O Irã assegurou sua participação na próxima Copa do Mundo em março do ano passado, após finalizar a fase de Eliminatórias Asiáticas na liderança do Grupo A, somando 23 pontos. No Mundial de 2026, que terá Estados Unidos, México e Canadá como países-sede, a seleção iraniana integra o Grupo G, ao lado de Bélgica, Egito e Nova Zelândia.
A primeira partida dos iranianos será no dia 15 de junho, contra a Nova Zelândia, em Los Angeles. Na sequência, encara a Bélgica no dia 21, novamente na mesma cidade. O compromisso final será diante do Egito, no dia 27, em Seattle.

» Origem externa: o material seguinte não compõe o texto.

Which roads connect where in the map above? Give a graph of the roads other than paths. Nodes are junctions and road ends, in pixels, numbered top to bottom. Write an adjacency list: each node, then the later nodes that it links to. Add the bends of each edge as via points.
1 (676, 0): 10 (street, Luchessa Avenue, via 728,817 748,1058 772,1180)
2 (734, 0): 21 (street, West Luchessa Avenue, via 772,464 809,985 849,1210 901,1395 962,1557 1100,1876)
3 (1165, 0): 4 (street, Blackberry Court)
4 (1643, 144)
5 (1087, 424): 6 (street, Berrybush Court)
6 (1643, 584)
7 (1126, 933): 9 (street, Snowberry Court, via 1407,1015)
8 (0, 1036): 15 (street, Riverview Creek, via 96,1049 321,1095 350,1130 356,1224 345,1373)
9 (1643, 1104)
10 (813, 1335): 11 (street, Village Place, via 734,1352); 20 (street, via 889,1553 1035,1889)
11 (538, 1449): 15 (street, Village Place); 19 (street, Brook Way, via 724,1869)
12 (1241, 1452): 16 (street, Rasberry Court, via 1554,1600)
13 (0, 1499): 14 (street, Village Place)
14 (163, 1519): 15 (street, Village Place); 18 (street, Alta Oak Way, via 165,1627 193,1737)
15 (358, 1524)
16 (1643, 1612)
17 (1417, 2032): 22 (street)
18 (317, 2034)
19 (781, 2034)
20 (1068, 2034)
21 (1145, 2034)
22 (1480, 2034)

Ofensivas atribuídas a EUA e Israel provocaram 201 mortes
A ofensiva coordenada por Estados Unidos e Israel contra o Irã, realizada neste sábado (28), resultou em 201 mortes e 747 pessoas feridas, segundo a imprensa iraniana. Os dados foram divulgados com base em informações da organização humanitária Crescente Vermelho, que presta assistência em países de maioria muçulmana.
O presidente dos Estados Unidos, Donald Trump, afirmou que o aiatolá Ali Khamenei, líder supremo do Irã, foi morto nos ataques realizados pelos EUA e Israel — declaração que foi posteriormente confirmada pela mídia estatal iraniana, que declarou o martírio do líder e decretou luto nacional.